═════ Entries provided

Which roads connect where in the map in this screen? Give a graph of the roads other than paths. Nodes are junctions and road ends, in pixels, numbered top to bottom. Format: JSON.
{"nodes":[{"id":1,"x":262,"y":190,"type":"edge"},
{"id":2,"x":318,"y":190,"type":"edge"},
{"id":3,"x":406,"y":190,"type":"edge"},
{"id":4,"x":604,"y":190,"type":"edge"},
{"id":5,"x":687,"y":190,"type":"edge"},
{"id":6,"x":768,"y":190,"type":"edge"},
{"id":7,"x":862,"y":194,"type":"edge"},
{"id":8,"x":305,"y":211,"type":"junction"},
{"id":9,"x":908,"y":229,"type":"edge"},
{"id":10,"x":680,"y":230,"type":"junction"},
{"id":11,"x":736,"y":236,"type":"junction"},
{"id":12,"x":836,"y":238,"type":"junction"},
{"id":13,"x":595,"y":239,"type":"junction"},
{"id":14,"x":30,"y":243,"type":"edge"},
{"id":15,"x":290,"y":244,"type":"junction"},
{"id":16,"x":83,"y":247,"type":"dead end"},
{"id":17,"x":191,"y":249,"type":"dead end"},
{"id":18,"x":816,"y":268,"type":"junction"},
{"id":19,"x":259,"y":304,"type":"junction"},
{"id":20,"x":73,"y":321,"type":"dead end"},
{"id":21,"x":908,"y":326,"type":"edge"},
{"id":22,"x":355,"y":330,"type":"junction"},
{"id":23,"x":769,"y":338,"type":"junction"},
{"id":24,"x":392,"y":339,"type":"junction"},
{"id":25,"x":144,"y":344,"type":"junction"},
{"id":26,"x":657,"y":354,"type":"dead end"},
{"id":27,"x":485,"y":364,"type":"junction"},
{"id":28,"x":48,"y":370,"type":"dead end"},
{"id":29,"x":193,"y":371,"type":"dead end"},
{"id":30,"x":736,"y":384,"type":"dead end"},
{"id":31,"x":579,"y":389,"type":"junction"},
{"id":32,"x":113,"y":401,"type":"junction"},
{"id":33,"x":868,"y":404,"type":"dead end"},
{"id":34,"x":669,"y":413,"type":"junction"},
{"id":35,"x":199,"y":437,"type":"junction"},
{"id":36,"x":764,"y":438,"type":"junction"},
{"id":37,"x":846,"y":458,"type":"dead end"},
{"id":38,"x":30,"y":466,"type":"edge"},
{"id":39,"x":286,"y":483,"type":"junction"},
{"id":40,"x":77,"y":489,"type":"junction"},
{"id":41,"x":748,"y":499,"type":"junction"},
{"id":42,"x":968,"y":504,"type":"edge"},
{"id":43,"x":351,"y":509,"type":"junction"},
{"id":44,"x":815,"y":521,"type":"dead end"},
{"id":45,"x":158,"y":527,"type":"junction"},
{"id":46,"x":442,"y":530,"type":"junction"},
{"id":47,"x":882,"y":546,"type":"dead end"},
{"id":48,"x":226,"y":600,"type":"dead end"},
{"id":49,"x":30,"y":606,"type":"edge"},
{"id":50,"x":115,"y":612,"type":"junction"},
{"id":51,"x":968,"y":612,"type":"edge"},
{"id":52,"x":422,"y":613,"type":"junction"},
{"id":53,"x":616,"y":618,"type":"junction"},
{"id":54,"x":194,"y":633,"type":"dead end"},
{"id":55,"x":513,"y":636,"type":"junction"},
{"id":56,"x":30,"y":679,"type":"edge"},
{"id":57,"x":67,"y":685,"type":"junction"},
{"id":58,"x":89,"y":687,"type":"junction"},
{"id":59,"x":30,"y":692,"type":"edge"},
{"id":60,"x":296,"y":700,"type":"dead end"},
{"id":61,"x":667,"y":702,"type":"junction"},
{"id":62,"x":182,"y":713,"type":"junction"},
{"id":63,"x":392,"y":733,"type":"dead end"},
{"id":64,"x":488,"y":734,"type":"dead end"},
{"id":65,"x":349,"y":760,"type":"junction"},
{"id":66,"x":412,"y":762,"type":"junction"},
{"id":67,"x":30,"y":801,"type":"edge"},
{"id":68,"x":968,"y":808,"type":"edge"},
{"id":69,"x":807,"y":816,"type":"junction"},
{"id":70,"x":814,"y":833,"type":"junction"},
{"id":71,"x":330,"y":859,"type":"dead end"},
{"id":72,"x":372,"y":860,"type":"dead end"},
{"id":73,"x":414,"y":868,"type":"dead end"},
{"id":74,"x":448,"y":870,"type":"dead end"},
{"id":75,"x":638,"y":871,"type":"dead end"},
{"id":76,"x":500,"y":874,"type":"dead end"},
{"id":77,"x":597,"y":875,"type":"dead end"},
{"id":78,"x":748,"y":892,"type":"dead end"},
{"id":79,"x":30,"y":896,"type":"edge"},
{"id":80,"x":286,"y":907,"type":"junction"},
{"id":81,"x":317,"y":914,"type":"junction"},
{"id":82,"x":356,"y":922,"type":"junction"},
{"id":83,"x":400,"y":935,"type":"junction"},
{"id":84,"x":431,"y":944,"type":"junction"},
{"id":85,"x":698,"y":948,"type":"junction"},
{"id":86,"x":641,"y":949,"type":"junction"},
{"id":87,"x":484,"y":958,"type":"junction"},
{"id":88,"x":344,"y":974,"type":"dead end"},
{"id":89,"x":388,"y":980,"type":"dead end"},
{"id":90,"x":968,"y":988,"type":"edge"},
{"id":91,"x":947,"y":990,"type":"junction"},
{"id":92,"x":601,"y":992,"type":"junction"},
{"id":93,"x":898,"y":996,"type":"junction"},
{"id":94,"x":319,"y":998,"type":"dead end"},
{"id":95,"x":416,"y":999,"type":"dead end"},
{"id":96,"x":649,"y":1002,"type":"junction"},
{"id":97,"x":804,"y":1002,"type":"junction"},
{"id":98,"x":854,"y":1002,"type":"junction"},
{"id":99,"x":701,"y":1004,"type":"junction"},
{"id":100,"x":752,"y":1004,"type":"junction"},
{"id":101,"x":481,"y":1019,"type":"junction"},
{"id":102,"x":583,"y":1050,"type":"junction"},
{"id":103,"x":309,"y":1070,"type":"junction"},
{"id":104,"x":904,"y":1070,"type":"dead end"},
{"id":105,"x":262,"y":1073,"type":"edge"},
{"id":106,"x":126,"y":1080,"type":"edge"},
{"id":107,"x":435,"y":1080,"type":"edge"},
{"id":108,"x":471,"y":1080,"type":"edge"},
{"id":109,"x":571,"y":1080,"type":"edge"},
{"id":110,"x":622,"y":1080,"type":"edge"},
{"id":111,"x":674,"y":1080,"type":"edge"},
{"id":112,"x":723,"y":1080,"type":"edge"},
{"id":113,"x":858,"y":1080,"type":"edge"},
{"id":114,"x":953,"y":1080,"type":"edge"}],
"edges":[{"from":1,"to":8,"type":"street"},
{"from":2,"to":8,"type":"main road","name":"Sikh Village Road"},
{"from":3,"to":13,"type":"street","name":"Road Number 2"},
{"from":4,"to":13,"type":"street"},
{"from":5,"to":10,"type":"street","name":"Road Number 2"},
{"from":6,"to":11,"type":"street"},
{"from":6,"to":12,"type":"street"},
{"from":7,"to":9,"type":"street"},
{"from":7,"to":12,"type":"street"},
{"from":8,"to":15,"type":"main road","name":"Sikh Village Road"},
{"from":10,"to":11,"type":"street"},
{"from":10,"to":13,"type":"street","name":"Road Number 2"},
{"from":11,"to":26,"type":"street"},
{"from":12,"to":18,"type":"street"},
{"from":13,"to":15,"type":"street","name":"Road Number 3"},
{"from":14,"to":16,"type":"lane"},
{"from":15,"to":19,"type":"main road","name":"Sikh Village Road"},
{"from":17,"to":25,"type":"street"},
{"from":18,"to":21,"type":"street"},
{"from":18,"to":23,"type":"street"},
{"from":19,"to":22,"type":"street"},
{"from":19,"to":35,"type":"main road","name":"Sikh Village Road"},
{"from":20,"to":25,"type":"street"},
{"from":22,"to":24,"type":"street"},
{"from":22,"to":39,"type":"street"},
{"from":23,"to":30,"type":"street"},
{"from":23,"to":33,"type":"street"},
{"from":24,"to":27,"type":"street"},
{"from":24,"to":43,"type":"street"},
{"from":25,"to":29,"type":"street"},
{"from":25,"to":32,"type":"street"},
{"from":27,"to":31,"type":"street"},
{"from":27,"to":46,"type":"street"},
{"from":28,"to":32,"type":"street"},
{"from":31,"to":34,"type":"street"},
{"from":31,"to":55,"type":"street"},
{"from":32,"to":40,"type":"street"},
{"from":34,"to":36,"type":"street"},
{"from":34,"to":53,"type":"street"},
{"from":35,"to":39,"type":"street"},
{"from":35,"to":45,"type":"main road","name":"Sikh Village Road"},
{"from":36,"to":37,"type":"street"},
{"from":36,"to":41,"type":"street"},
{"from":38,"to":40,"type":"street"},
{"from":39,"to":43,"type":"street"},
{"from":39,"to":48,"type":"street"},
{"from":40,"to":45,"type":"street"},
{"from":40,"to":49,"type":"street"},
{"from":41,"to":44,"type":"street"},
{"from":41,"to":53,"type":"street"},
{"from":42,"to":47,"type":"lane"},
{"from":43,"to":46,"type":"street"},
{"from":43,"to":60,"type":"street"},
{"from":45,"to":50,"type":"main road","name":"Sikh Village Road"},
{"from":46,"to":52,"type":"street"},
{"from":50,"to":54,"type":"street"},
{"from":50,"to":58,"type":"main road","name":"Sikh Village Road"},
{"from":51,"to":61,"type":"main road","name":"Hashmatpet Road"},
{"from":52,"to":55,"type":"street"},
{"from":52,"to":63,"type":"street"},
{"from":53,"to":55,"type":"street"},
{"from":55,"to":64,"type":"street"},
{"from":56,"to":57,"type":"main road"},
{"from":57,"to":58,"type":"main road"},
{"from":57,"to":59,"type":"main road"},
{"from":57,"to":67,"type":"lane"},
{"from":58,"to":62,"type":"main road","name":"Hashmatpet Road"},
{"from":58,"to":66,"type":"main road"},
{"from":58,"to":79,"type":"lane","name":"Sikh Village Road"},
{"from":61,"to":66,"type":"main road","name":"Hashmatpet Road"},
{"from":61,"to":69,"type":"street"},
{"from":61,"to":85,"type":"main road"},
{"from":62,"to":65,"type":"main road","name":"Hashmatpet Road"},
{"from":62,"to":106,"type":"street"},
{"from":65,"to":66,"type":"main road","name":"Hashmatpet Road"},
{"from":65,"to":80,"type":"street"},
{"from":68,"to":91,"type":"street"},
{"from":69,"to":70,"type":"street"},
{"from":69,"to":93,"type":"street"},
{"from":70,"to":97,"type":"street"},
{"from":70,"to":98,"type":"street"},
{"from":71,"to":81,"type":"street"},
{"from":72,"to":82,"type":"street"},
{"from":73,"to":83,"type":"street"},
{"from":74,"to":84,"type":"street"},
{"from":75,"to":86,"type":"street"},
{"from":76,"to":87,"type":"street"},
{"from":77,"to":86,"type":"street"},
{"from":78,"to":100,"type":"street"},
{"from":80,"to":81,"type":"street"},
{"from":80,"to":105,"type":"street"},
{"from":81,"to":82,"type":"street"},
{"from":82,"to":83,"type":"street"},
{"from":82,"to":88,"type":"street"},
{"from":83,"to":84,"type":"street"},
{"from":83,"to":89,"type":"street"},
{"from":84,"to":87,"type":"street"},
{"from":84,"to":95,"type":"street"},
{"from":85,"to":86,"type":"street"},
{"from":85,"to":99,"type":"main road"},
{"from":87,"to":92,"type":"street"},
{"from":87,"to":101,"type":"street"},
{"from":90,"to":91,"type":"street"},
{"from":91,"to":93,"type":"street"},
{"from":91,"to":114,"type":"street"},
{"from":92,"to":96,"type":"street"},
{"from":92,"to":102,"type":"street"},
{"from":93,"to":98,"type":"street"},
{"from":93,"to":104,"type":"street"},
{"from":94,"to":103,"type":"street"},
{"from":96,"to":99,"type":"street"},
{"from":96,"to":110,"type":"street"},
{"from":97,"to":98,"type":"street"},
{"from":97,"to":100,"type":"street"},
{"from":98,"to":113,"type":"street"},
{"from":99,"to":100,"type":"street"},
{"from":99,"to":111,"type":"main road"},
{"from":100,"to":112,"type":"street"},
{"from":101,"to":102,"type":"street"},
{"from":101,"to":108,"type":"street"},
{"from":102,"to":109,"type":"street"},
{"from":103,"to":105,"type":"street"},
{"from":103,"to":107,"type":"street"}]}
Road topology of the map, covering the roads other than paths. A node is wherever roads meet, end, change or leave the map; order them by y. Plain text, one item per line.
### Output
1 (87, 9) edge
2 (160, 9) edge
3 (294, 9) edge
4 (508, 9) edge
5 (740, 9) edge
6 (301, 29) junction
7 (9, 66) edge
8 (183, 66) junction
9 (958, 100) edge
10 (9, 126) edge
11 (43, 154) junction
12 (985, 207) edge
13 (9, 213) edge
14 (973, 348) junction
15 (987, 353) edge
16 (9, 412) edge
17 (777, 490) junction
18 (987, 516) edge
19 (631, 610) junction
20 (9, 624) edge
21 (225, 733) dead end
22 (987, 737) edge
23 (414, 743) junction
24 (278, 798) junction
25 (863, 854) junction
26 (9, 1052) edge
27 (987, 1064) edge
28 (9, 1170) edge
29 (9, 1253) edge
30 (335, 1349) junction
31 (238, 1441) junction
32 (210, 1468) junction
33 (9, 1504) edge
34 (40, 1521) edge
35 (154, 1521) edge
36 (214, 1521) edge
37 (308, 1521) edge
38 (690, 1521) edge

══════════

Extract from the data every line where "roads" shows up.

Which roads connect where in the map in this screen? Give a graph of the roads other than paths. Nodes are junctions and road ends, in pixels, numbered top to bottom. Format: JSON.
Road topology of the map, covering the roads other than paths. A node is wherever roads meet, end, change or leave the map; order them by y. Plain text, one item per line.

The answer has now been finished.